Technical information
- Licensing authority: FCC
- Facility ID: 7116
- Class: A
- ERP: 900 watts
- HAAT: 113.0 meters (370.7 ft)
- Transmitter coordinates: 40°19′19.00″N 74°7′57.00″W﻿ / ﻿40.3219444°N 74.1325000°W

Links
- Public license information: Public file; LMS;
- Website: 90.5thenight.org

= WBJB-FM =

WBJB-FM (90.5 MHz "Brookdale Public Radio, 90.5 The Night"). is a non-commercial, listener-supported, public radio station, owned by Brookdale Community College and licensed to Lincroft, New Jersey. It serves Central Jersey with "The News You Need and the Music You Love."

WBJB-FM has an effective radiated power (ERP) of 900 watts as a Class A station. Its transmitter is located on Arena Drive on the campus of Brookdale Community College in Lincroft. The station broadcasts using HD radio technology. One digital subchannel carries alternative rock. Another subchannel airs "Brookdale Student Radio," which is free-form radio.

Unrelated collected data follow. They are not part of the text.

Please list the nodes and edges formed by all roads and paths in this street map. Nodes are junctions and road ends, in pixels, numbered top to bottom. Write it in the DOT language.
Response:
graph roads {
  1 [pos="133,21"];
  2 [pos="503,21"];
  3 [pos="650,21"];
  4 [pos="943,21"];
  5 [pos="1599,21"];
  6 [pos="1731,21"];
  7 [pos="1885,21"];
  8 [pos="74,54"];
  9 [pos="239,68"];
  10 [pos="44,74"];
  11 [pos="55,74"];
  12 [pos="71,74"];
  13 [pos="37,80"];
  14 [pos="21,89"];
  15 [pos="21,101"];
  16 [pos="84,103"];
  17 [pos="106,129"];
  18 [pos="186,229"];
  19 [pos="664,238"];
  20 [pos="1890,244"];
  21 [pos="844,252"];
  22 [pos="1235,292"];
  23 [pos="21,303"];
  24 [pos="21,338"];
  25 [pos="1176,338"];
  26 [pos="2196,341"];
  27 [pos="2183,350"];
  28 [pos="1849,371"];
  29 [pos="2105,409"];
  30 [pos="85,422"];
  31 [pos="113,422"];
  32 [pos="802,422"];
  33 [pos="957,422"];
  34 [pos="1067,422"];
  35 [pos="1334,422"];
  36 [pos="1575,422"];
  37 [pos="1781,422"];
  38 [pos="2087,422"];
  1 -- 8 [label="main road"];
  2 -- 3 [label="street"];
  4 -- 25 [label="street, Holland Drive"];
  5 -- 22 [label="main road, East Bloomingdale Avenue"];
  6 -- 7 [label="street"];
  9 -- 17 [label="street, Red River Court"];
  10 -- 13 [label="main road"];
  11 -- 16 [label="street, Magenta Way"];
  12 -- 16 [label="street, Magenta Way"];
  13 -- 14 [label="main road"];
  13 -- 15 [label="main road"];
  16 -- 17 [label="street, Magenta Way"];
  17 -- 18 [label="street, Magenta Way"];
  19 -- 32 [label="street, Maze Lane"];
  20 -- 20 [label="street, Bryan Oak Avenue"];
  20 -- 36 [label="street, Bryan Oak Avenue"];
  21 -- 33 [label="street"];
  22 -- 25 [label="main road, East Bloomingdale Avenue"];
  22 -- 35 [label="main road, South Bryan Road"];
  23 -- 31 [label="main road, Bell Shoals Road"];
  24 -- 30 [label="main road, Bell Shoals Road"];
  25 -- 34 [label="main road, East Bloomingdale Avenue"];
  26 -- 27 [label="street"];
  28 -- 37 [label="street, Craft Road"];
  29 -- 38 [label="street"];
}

==Songwriters Concert Series==
Brookdale Public Radio presents a "Songwriters Concert Series" each summer. The shows are free and open to the public. They are held, weather permitting, on the beach in Belmar, New Jersey and were formerly held at Riverside Gardens Park in Red Bank, New Jersey before moving to the 5th Avenue Beach in Belmar in 2013.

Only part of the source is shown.